= Beginning of Section =

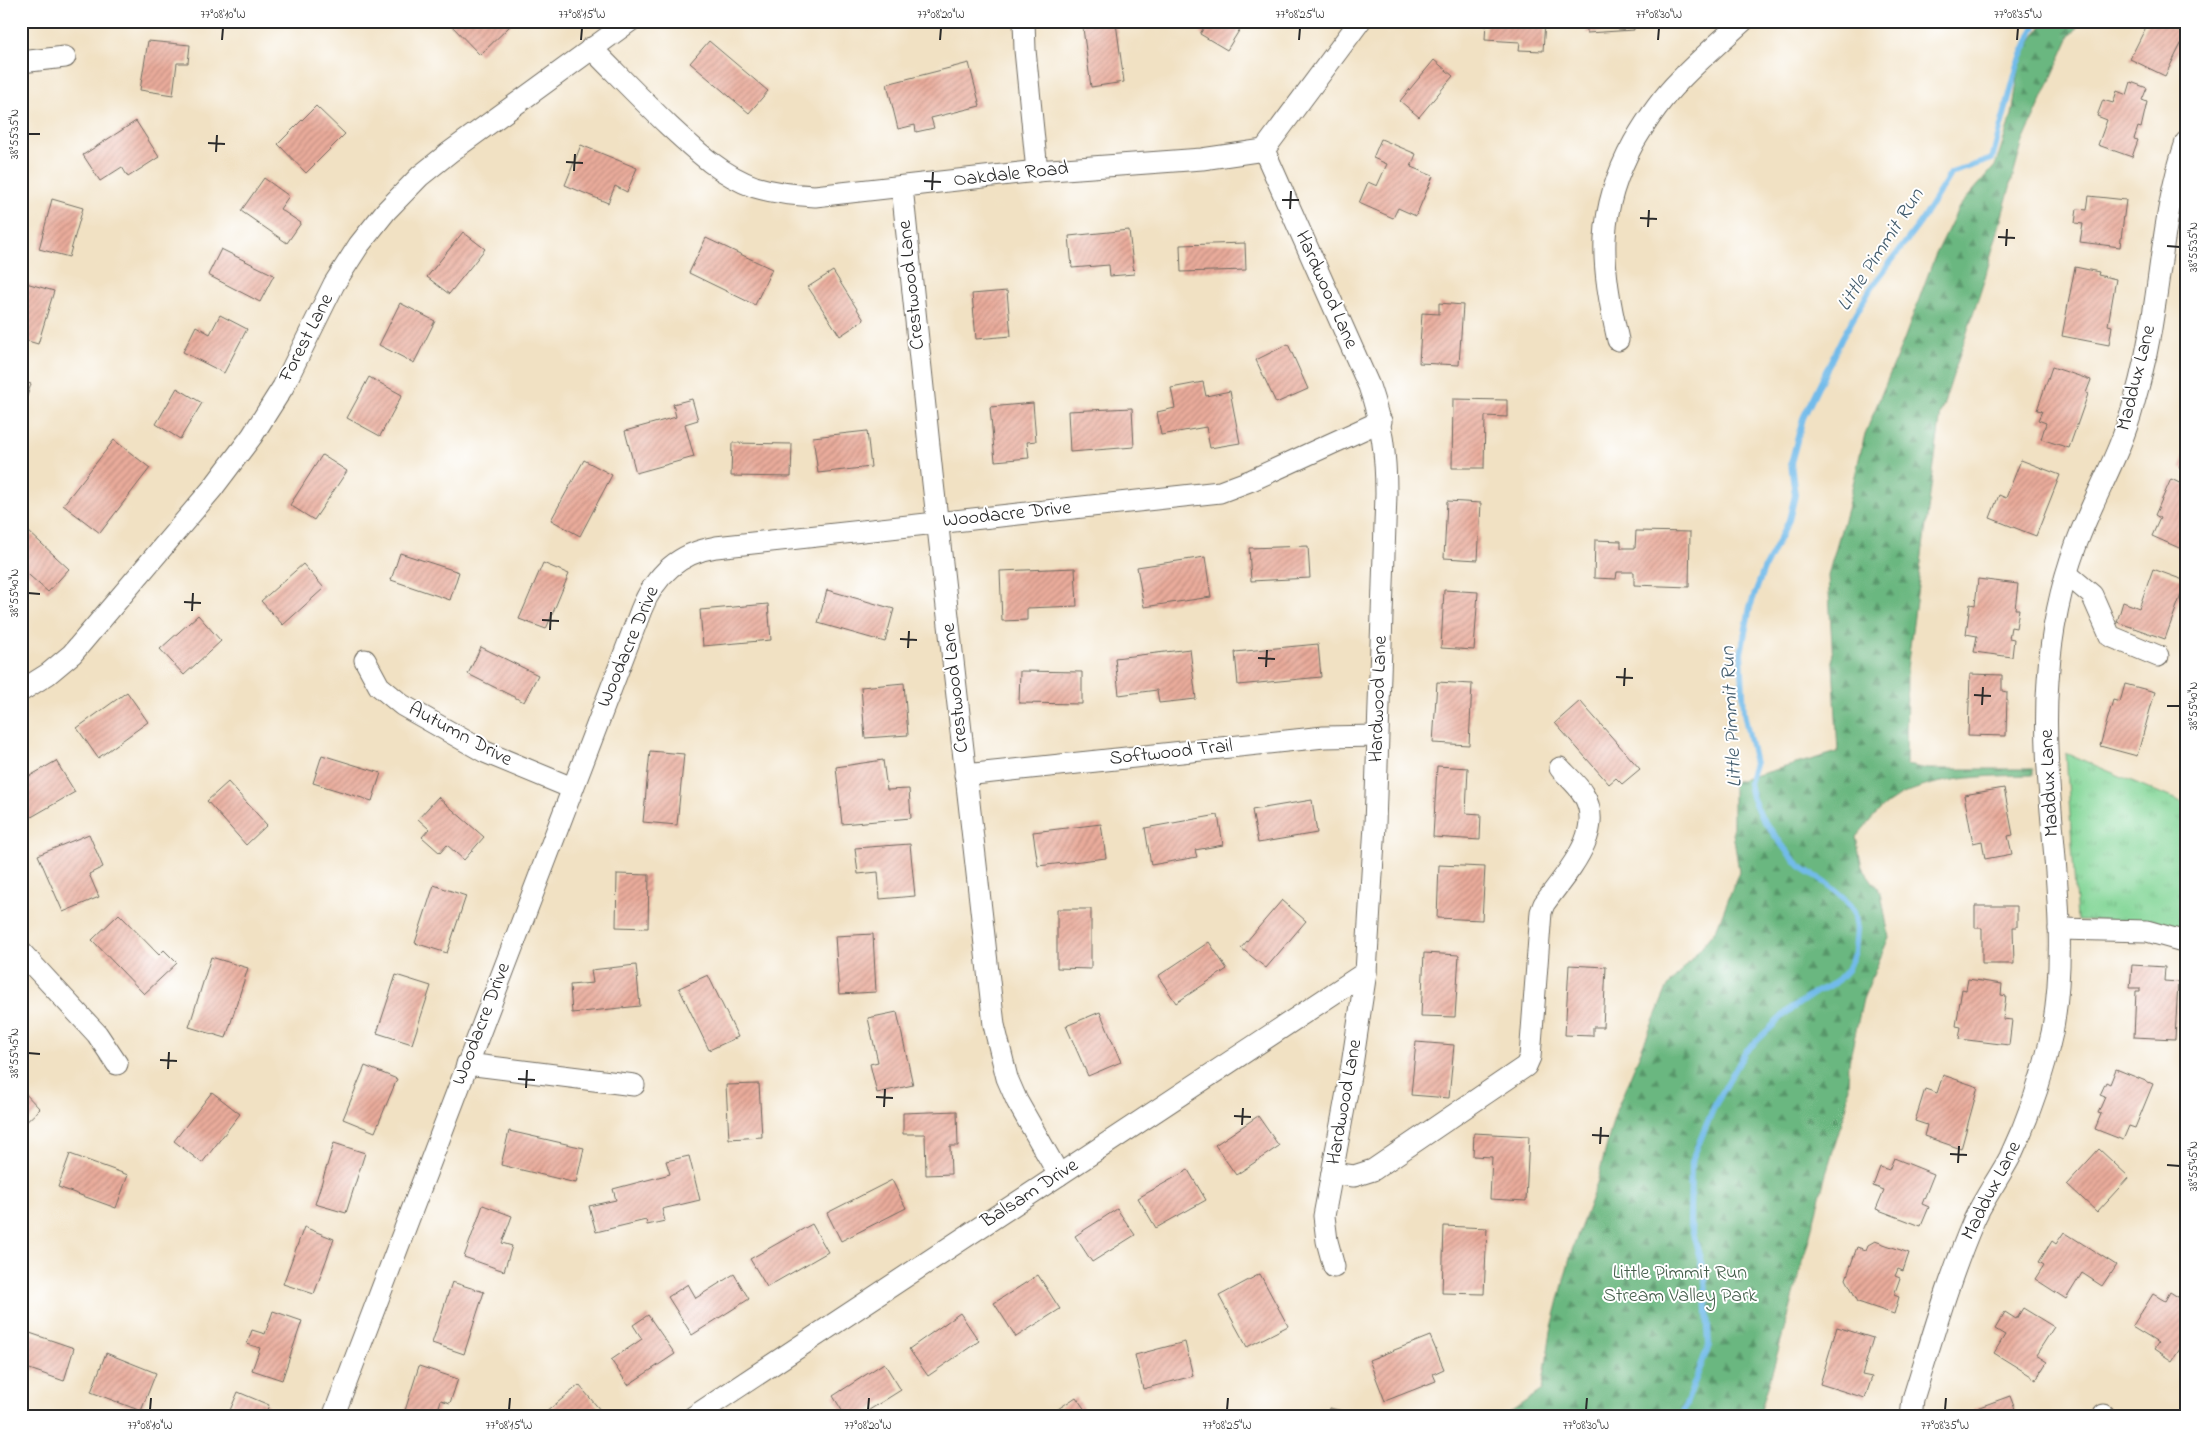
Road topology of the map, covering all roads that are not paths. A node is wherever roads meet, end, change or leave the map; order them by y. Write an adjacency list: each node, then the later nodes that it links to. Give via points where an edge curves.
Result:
1 (630, 21): 5 (street, Forest Lane)
2 (1024, 21): 10 (street)
3 (1360, 21): 9 (street)
4 (1743, 21): 12 (street, via 1660,102 1621,166 1609,201 1604,235 1605,270)
5 (591, 48): 11 (street, Oakdale Road, via 702,156 726,173 755,186 784,194 815,196); 18 (street, Forest Lane, via 450,152 386,210 334,284 283,387 252,436 212,489 72,654)
6 (65, 57): 7 (street)
7 (21, 62)
8 (2186, 142): 15 (street, Maddux Lane, via 2167,214 2146,359 2132,410)
9 (1264, 150): 10 (street, Oakdale Road, via 1202,159); 13 (street, Hardwood Lane, via 1369,386)
10 (1037, 171): 11 (street, Oakdale Road)
11 (902, 187): 14 (street, Crestwood Lane)
12 (1618, 340)
13 (1381, 421): 14 (street, Woodacre Drive, via 1220,492); 19 (street, Hardwood Lane, via 1386,494)
14 (937, 522): 21 (street, Crestwood Lane); 22 (street, Woodacre Drive, via 716,546 692,552 670,567 646,597)
15 (2067, 574): 16 (street, via 2092,595 2110,636); 23 (street, Maddux Lane, via 2054,631 2047,707)
16 (2158, 656)
17 (365, 660): 22 (street, Autumn Drive, via 379,686 402,705 485,752)
18 (21, 692)
19 (1377, 736): 21 (street, Softwood Trail, via 1324,737); 26 (street, Hardwood Lane)
20 (1560, 768): 30 (street, via 1583,794 1590,822 1584,845 1541,912 1530,1057 1526,1066 1373,1170 1354,1176)
21 (965, 775): 31 (street, Crestwood Lane, via 1000,1053 1017,1101)
22 (572, 788): 28 (street, Woodacre Drive)
23 (2059, 929): 24 (street, via 2147,931); 35 (street, Maddux Lane, via 2057,990 2041,1078 2026,1122 1976,1216 1950,1280 1913,1400)
24 (2186, 942)
25 (21, 952): 27 (street, via 97,1034)
26 (1366, 972): 30 (street, Hardwood Lane); 31 (street, Balsam Drive)
27 (117, 1064)
28 (467, 1064): 29 (street); 33 (street, Woodacre Drive)
29 (634, 1085)
30 (1332, 1173): 32 (street, Hardwood Lane, via 1324,1222)
31 (1059, 1175): 34 (street, Balsam Drive)
32 (1334, 1267)
33 (333, 1417)
34 (693, 1417)
35 (1911, 1417)

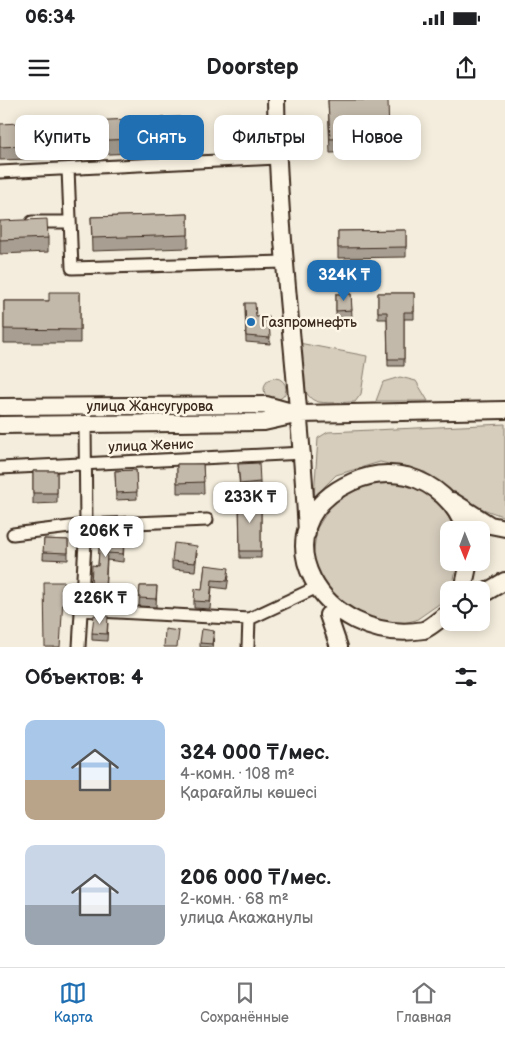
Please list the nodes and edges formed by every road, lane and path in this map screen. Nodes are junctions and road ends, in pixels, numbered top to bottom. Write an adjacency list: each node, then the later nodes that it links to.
1 (276, 100): 2 (main road)
2 (276, 115)
3 (239, 160): 5 (street)
4 (277, 160): 9 (main road)
5 (68, 169): 6 (street); 7 (street)
6 (0, 172)
7 (70, 222): 8 (street); 9 (street)
8 (18, 223)
9 (284, 262): 13 (main road)
10 (76, 406): 11 (main road, улица Жансугурова); 13 (main road, улица Жансугурова); 14 (main road)
11 (0, 407)
12 (505, 410): 13 (main road, улица Жансугурова)
13 (300, 414): 14 (main road, улица Жансугурова); 16 (main road)
14 (81, 424): 15 (main road, улица Жансугурова); 17 (street)
15 (0, 425)
16 (304, 453): 17 (street, улица Женис); 24 (main road)
17 (85, 462): 18 (street, улица Женис); 22 (street)
18 (0, 468)
19 (445, 496): 21 (main road); 23 (main road); 24 (main road)
20 (207, 520): 22 (street)
21 (462, 521)
22 (86, 525): 25 (street); 29 (street)
23 (505, 528)
24 (307, 533): 27 (main road)
25 (13, 534)
26 (505, 581): 28 (main road)
27 (311, 590): 30 (main road); 31 (street)
28 (490, 590)
29 (80, 610): 31 (street); 34 (street)
30 (328, 615): 33 (main road); 36 (main road)
31 (249, 619): 35 (street)
32 (440, 619): 33 (main road)
33 (425, 630): 37 (main road)
34 (80, 647)
35 (248, 647)
36 (339, 647)
37 (410, 647)

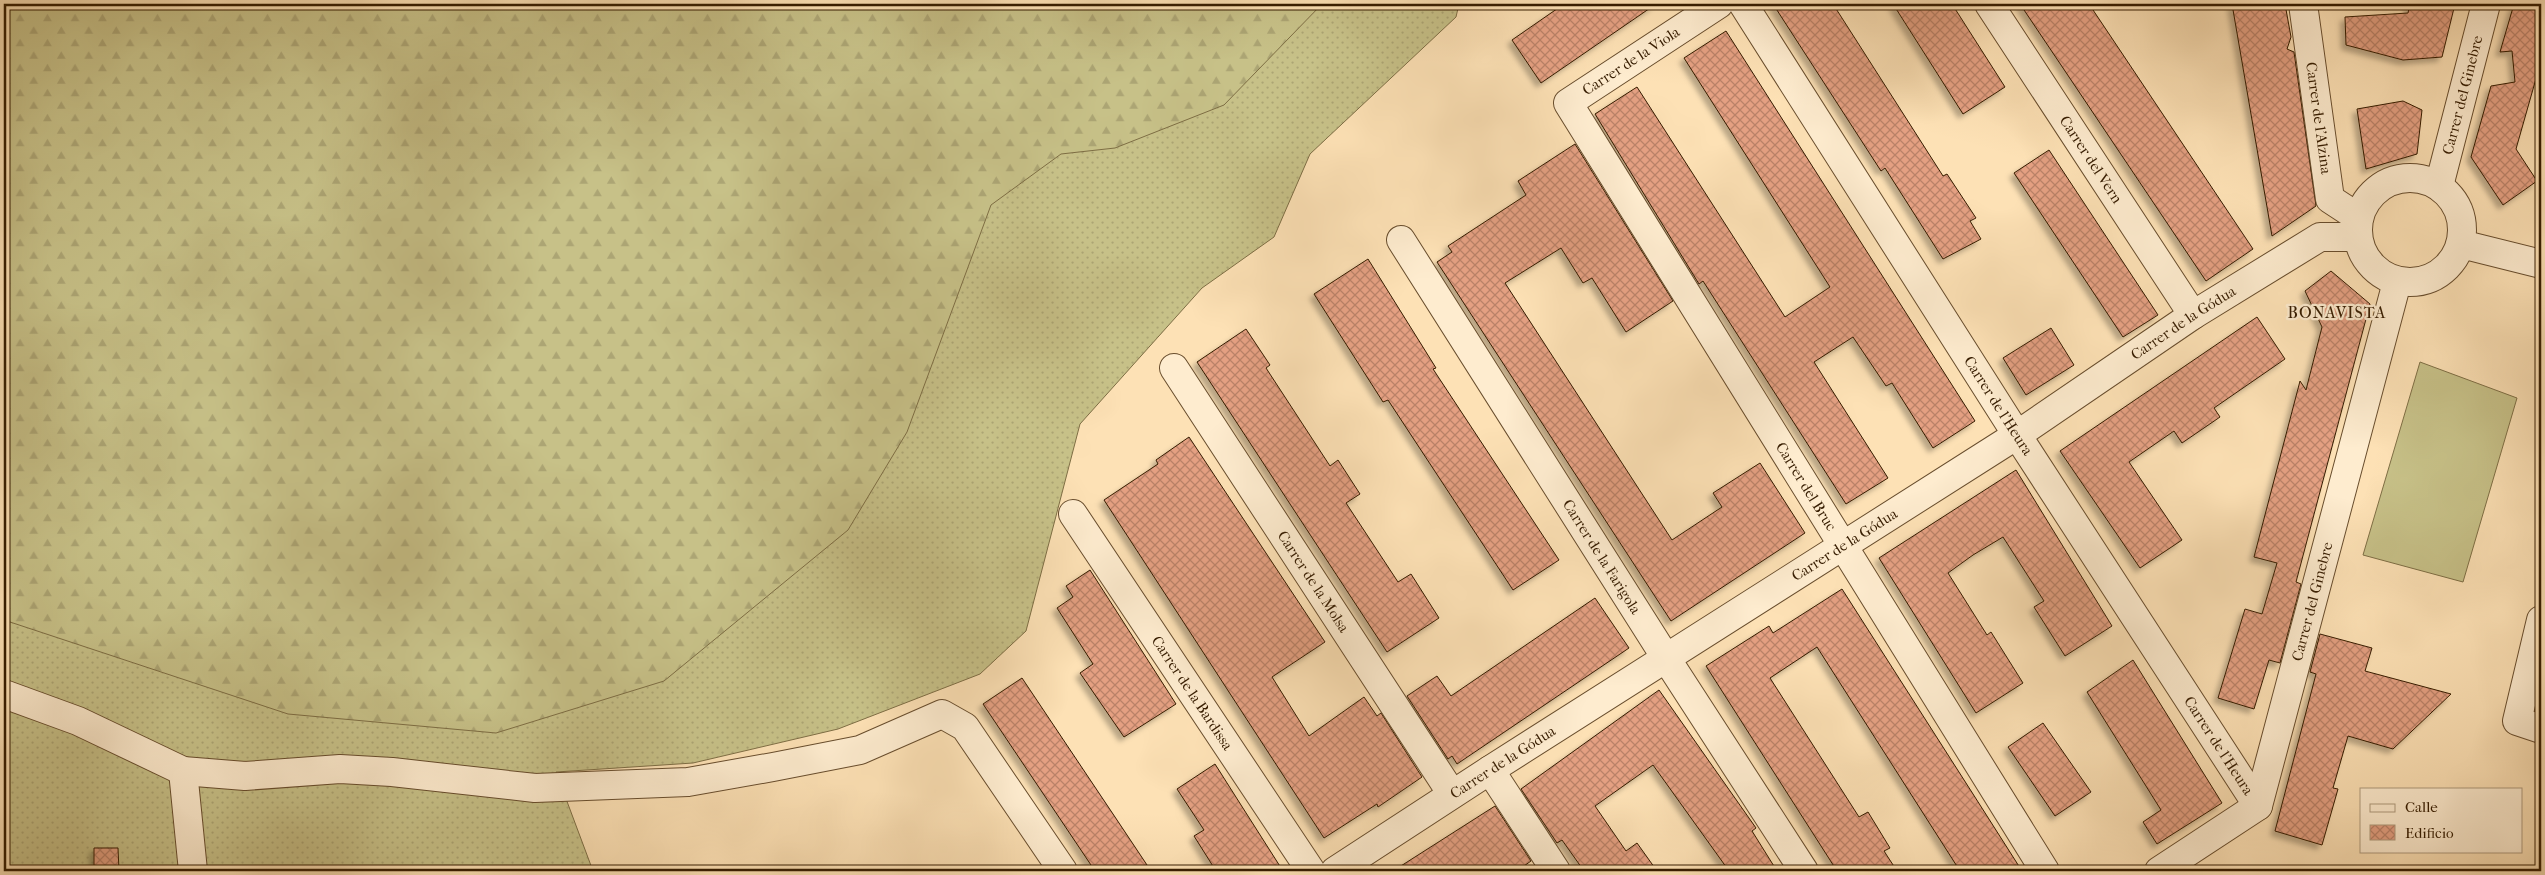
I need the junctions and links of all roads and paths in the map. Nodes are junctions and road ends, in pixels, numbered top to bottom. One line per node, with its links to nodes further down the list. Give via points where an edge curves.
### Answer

= End of Section =

Task prompt:
Print the material precisely as given, dropping any images it holds.

Your solution:
Road topology of the map, covering all roads that are not paths. A node is wherever roads meet, end, change or leave the map; order them by y. Write an adjacency list: each node, then the later nodes that it links to. Give via points where an edge curves.
Result:
1 (630, 21): 5 (street, Forest Lane)
2 (1024, 21): 10 (street)
3 (1360, 21): 9 (street)
4 (1743, 21): 12 (street, via 1660,102 1621,166 1609,201 1604,235 1605,270)
5 (591, 48): 11 (street, Oakdale Road, via 702,156 726,173 755,186 784,194 815,196); 18 (street, Forest Lane, via 450,152 386,210 334,284 283,387 252,436 212,489 72,654)
6 (65, 57): 7 (street)
7 (21, 62)
8 (2186, 142): 15 (street, Maddux Lane, via 2167,214 2146,359 2132,410)
9 (1264, 150): 10 (street, Oakdale Road, via 1202,159); 13 (street, Hardwood Lane, via 1369,386)
10 (1037, 171): 11 (street, Oakdale Road)
11 (902, 187): 14 (street, Crestwood Lane)
12 (1618, 340)
13 (1381, 421): 14 (street, Woodacre Drive, via 1220,492); 19 (street, Hardwood Lane, via 1386,494)
14 (937, 522): 21 (street, Crestwood Lane); 22 (street, Woodacre Drive, via 716,546 692,552 670,567 646,597)
15 (2067, 574): 16 (street, via 2092,595 2110,636); 23 (street, Maddux Lane, via 2054,631 2047,707)
16 (2158, 656)
17 (365, 660): 22 (street, Autumn Drive, via 379,686 402,705 485,752)
18 (21, 692)
19 (1377, 736): 21 (street, Softwood Trail, via 1324,737); 26 (street, Hardwood Lane)
20 (1560, 768): 30 (street, via 1583,794 1590,822 1584,845 1541,912 1530,1057 1526,1066 1373,1170 1354,1176)
21 (965, 775): 31 (street, Crestwood Lane, via 1000,1053 1017,1101)
22 (572, 788): 28 (street, Woodacre Drive)
23 (2059, 929): 24 (street, via 2147,931); 35 (street, Maddux Lane, via 2057,990 2041,1078 2026,1122 1976,1216 1950,1280 1913,1400)
24 (2186, 942)
25 (21, 952): 27 (street, via 97,1034)
26 (1366, 972): 30 (street, Hardwood Lane); 31 (street, Balsam Drive)
27 (117, 1064)
28 (467, 1064): 29 (street); 33 (street, Woodacre Drive)
29 (634, 1085)
30 (1332, 1173): 32 (street, Hardwood Lane, via 1324,1222)
31 (1059, 1175): 34 (street, Balsam Drive)
32 (1334, 1267)
33 (333, 1417)
34 (693, 1417)
35 (1911, 1417)

Please list the nodes and edges formed by every road, lane and path in this map screen. Nodes are junctions and road ends, in pixels, numbered top to bottom. Write an adjacency list: each node, then the later nodes that it links to.
1 (276, 100): 2 (main road)
2 (276, 115)
3 (239, 160): 5 (street)
4 (277, 160): 9 (main road)
5 (68, 169): 6 (street); 7 (street)
6 (0, 172)
7 (70, 222): 8 (street); 9 (street)
8 (18, 223)
9 (284, 262): 13 (main road)
10 (76, 406): 11 (main road, улица Жансугурова); 13 (main road, улица Жансугурова); 14 (main road)
11 (0, 407)
12 (505, 410): 13 (main road, улица Жансугурова)
13 (300, 414): 14 (main road, улица Жансугурова); 16 (main road)
14 (81, 424): 15 (main road, улица Жансугурова); 17 (street)
15 (0, 425)
16 (304, 453): 17 (street, улица Женис); 24 (main road)
17 (85, 462): 18 (street, улица Женис); 22 (street)
18 (0, 468)
19 (445, 496): 21 (main road); 23 (main road); 24 (main road)
20 (207, 520): 22 (street)
21 (462, 521)
22 (86, 525): 25 (street); 29 (street)
23 (505, 528)
24 (307, 533): 27 (main road)
25 (13, 534)
26 (505, 581): 28 (main road)
27 (311, 590): 30 (main road); 31 (street)
28 (490, 590)
29 (80, 610): 31 (street); 34 (street)
30 (328, 615): 33 (main road); 36 (main road)
31 (249, 619): 35 (street)
32 (440, 619): 33 (main road)
33 (425, 630): 37 (main road)
34 (80, 647)
35 (248, 647)
36 (339, 647)
37 (410, 647)

I need the junctions and links of all roads and paths in the map. Nodes are junctions and road ends, in pixels, numbered top to bottom. One line per node, with its links to nodes further down the list. Give via points where an edge curves.
### Answer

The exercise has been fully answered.